_Exercise objective_.
Pick every line out of the entries below that holds the string "canvas", and report them.

(Entries taken from a collection)
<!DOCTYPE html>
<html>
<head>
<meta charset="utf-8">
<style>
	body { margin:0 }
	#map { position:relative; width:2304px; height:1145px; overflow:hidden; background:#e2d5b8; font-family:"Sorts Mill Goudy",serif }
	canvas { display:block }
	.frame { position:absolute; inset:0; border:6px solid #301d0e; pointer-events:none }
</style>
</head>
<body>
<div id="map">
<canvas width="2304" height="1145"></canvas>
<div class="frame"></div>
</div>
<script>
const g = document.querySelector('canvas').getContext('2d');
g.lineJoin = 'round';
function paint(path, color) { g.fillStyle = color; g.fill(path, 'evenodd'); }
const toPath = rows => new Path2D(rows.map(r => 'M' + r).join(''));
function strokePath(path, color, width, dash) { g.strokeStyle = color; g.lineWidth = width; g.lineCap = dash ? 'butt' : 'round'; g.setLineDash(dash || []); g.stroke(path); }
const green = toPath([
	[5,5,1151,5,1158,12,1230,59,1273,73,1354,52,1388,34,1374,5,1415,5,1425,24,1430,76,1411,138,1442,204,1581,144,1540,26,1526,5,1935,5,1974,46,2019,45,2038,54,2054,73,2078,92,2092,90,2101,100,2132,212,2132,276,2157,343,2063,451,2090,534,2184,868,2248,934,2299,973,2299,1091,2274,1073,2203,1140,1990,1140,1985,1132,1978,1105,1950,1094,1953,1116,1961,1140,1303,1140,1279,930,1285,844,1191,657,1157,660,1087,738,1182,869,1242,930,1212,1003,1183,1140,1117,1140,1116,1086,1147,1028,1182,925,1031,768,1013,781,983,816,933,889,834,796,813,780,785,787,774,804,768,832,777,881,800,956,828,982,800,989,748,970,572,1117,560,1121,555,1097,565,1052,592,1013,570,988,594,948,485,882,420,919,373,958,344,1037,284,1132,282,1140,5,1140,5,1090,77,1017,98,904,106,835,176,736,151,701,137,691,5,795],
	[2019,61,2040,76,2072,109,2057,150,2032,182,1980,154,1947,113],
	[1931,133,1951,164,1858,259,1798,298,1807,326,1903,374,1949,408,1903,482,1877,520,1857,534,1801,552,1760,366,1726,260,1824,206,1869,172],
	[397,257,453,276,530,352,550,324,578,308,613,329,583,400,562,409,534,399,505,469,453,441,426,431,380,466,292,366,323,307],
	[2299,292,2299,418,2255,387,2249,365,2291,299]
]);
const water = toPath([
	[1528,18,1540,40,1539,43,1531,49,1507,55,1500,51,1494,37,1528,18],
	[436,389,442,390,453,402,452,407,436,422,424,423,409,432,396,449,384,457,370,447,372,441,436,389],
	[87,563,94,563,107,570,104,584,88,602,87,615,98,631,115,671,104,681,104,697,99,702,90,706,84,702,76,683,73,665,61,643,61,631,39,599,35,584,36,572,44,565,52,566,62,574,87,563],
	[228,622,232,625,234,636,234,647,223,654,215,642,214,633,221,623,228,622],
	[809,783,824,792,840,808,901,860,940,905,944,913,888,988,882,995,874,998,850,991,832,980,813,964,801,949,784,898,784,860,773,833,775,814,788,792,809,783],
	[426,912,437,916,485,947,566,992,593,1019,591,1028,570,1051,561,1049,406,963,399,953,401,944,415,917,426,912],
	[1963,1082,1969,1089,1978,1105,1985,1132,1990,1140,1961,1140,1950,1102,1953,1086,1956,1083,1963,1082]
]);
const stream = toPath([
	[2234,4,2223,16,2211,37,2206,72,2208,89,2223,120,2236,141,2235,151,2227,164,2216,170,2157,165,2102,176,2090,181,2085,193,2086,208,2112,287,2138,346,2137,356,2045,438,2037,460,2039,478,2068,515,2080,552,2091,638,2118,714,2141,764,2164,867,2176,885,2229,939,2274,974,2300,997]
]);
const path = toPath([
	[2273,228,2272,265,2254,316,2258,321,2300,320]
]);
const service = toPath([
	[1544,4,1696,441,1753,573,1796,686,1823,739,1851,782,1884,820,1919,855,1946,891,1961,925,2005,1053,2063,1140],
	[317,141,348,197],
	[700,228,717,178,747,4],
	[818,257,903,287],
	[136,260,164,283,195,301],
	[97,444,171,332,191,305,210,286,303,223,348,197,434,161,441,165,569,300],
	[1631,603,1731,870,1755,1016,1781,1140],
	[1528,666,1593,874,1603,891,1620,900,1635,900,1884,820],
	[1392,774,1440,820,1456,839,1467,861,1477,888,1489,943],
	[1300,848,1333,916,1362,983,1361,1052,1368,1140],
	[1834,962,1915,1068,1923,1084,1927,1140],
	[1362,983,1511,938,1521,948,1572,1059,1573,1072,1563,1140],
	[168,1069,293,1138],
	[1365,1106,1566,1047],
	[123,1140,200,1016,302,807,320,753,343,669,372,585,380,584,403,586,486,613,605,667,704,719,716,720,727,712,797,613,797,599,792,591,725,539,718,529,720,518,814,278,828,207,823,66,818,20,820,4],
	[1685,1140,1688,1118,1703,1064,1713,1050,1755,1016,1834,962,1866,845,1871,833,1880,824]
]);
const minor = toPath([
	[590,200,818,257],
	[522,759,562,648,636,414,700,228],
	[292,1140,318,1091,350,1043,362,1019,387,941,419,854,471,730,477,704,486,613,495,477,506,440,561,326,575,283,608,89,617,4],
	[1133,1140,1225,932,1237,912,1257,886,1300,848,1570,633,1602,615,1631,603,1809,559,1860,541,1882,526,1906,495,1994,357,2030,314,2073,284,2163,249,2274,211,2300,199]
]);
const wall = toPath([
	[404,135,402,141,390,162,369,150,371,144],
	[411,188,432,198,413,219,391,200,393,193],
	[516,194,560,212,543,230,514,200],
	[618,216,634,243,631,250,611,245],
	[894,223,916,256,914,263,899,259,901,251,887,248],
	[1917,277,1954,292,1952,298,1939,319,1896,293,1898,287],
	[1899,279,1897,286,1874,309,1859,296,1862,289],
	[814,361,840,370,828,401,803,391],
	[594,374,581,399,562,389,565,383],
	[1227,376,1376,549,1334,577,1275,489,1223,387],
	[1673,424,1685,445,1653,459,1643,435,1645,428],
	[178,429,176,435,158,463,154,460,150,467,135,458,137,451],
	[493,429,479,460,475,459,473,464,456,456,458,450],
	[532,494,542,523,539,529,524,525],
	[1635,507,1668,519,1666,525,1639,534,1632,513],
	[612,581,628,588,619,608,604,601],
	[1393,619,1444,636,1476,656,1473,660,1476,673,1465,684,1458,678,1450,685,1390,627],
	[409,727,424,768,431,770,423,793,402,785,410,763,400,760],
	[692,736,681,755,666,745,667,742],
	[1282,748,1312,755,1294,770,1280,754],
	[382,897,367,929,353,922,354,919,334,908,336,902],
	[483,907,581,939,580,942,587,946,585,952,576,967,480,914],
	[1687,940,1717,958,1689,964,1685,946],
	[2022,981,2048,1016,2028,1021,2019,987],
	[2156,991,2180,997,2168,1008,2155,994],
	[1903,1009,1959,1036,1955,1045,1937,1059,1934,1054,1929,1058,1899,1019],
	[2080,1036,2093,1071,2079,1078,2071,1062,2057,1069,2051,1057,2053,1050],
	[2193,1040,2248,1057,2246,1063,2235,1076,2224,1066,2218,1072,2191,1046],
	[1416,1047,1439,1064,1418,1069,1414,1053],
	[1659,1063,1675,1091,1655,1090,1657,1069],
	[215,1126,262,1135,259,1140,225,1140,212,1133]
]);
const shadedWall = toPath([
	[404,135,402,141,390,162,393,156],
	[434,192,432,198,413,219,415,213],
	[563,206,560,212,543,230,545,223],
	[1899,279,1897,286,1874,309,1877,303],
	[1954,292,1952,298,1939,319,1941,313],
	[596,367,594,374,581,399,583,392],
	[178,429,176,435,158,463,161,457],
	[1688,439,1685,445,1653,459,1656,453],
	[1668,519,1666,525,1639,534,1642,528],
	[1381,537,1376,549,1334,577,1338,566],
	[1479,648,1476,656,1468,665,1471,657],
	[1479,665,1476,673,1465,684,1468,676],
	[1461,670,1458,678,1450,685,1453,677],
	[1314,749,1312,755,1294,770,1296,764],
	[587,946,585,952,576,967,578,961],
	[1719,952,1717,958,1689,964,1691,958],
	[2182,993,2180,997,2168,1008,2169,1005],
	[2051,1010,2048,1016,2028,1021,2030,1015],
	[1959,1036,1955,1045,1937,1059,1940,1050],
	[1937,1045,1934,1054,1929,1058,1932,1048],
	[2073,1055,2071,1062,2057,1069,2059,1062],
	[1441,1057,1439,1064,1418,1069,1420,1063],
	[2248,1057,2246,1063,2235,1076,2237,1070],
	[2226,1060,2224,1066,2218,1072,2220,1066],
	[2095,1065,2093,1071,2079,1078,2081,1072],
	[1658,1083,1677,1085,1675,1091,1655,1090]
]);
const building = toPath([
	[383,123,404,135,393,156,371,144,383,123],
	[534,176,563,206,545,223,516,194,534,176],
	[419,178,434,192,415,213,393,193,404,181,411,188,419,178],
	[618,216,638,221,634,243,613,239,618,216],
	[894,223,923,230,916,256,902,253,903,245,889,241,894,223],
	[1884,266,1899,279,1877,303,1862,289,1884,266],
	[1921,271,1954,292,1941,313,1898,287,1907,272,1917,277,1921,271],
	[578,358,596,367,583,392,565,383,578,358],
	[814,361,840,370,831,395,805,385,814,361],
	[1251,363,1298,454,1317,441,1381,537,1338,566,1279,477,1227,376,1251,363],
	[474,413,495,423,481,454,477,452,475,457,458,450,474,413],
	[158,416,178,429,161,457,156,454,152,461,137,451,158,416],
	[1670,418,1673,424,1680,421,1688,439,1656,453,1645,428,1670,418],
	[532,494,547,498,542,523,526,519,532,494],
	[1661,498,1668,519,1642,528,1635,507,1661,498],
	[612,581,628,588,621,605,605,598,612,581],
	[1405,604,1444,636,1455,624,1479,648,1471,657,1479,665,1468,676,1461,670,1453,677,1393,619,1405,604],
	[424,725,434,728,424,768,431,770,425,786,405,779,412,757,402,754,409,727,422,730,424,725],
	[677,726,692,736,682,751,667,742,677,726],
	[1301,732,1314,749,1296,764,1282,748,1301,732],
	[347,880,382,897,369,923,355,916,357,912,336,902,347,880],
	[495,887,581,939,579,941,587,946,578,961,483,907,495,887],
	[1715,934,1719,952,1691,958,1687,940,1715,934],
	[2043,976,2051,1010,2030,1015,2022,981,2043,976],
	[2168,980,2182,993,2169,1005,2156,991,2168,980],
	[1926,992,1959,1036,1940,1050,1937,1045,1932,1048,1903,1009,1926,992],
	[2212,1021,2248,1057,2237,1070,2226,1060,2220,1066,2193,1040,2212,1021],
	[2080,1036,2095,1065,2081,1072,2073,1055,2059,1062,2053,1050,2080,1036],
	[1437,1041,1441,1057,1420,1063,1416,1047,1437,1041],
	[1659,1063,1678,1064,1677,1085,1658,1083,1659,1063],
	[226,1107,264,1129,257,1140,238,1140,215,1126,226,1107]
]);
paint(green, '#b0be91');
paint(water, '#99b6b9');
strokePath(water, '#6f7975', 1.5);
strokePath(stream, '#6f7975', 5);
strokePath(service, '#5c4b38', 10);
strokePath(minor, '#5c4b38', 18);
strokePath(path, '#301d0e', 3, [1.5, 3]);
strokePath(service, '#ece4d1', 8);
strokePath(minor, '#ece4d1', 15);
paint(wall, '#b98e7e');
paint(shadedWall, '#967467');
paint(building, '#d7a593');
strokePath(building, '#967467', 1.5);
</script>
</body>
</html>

_Result_.
	canvas { display:block }
<canvas width="2304" height="1145"></canvas>
const g = document.querySelector('canvas').getContext('2d');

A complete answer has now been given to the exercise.